In family EDP3 with autosomal recessive form of hereditary nail dysplasia, affected individuals presented with onycholysis of fingernails and anonychia of toenails. Associated abnormalities of ectodermal appendages were not observed in any of the affected individuals. Linkage has been established to chromosome 17q. A maximum multipoint analysis LOD score of 4.85 was obtained at marker D17S1301. Due to the consanguineous nature of the kindred, the gene for nail dysplasia is probably contained within a 5.0 cM (3 MB on the sequence-based physical map) region of homozygosity flanked by markers D17S1807 and D17S937. Envoplakin gene, located in the candidate region, was searched for mutation in two affected individuals and an unaffected control. The PCR amplified 22 exons and splice junctions of the gene were purified and sequenced on an ABI Prism 310 DNA sequencer. However, no disease-causing mutation was detected.

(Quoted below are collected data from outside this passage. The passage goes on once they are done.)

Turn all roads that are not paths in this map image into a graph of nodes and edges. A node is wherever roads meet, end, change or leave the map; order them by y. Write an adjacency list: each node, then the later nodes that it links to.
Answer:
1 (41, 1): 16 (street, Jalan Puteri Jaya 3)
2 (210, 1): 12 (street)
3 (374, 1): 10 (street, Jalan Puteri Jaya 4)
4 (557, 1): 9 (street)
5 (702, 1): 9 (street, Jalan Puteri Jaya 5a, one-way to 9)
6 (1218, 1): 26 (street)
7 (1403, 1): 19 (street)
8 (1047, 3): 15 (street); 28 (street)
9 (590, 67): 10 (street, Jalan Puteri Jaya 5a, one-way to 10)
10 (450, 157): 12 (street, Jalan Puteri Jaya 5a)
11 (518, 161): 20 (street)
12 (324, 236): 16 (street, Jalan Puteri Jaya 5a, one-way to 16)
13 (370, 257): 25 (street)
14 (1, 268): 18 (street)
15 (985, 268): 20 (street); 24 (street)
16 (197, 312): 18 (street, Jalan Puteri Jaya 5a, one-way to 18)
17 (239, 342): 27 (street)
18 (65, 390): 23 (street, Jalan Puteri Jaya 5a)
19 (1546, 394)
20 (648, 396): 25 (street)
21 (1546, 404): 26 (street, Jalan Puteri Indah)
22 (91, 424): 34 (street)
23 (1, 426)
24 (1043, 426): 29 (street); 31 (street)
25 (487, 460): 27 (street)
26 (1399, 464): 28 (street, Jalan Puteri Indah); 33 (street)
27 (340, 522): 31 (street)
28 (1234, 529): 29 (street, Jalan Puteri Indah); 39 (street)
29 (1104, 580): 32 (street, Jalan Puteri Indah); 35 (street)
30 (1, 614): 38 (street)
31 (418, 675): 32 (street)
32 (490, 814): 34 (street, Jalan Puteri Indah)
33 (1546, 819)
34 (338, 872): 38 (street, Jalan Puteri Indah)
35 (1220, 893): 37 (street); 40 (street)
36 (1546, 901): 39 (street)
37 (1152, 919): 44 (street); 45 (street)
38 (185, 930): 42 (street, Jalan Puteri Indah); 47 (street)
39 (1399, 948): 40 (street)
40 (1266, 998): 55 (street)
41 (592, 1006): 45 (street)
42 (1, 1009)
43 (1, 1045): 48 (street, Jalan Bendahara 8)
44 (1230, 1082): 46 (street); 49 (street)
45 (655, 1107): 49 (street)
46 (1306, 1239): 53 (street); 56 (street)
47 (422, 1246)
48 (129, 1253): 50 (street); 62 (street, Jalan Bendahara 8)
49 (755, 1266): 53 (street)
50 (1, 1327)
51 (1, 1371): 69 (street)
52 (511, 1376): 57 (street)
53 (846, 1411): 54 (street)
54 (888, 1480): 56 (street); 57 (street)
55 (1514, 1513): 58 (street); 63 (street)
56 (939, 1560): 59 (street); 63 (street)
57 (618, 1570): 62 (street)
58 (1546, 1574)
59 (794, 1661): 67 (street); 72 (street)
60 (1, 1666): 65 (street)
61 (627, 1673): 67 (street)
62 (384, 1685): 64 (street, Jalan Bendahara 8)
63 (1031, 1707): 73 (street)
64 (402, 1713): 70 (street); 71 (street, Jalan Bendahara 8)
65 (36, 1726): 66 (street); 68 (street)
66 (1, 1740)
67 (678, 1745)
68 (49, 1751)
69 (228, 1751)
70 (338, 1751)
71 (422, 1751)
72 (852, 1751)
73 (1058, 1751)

In three consanguineous families (LAP 1, LAP2 & LAP 3 ), with hypotrichosis segregating as a single abnormality without associated defects, a novel hypotrichosis locus was mapped to a 5.5 cM region on chromosome 18q12.1. Affected individuals in all the three families showed similar clinical features. At birth, hair was present on the scalp, but regrew sparsely after ritual shaving, which is usually performed a week after birth. Affected persons are nearly devoid of eyebrows and eyelashes; however, axillary and pubic hairs are normal. Affected male individuals have normal beard hair. A candidate gene approach was used to localize the hypotrichosis locus segregating in these families. Significant evidence of linkage was obtained for marker D18S36 that localizes to the candidate 18q12 region. For the three kindreds, a maximum two-point LOD score of 5.25 was obtained at marker D18S36. In family LAP3, recombination events observed in the affected individuals localized the disease locus to 5.57 cM flanked by markers D18S847 and D18S536. The candidate region contains desmoglein and desmocolin genes, which are the glycoproteins of desmosomes. One of the desmoglein genes DSG4 was screened for pathogenic mutation. PCR amplification of all the exons and splice junctions of DSG4 gene, followed by sequencing in ABI Prism 310 sequencer, identified an identical 5 kb deletion mutation, encompassing exon 5 to 8 (EX5 _ 8del), in affected individuals from all the three families.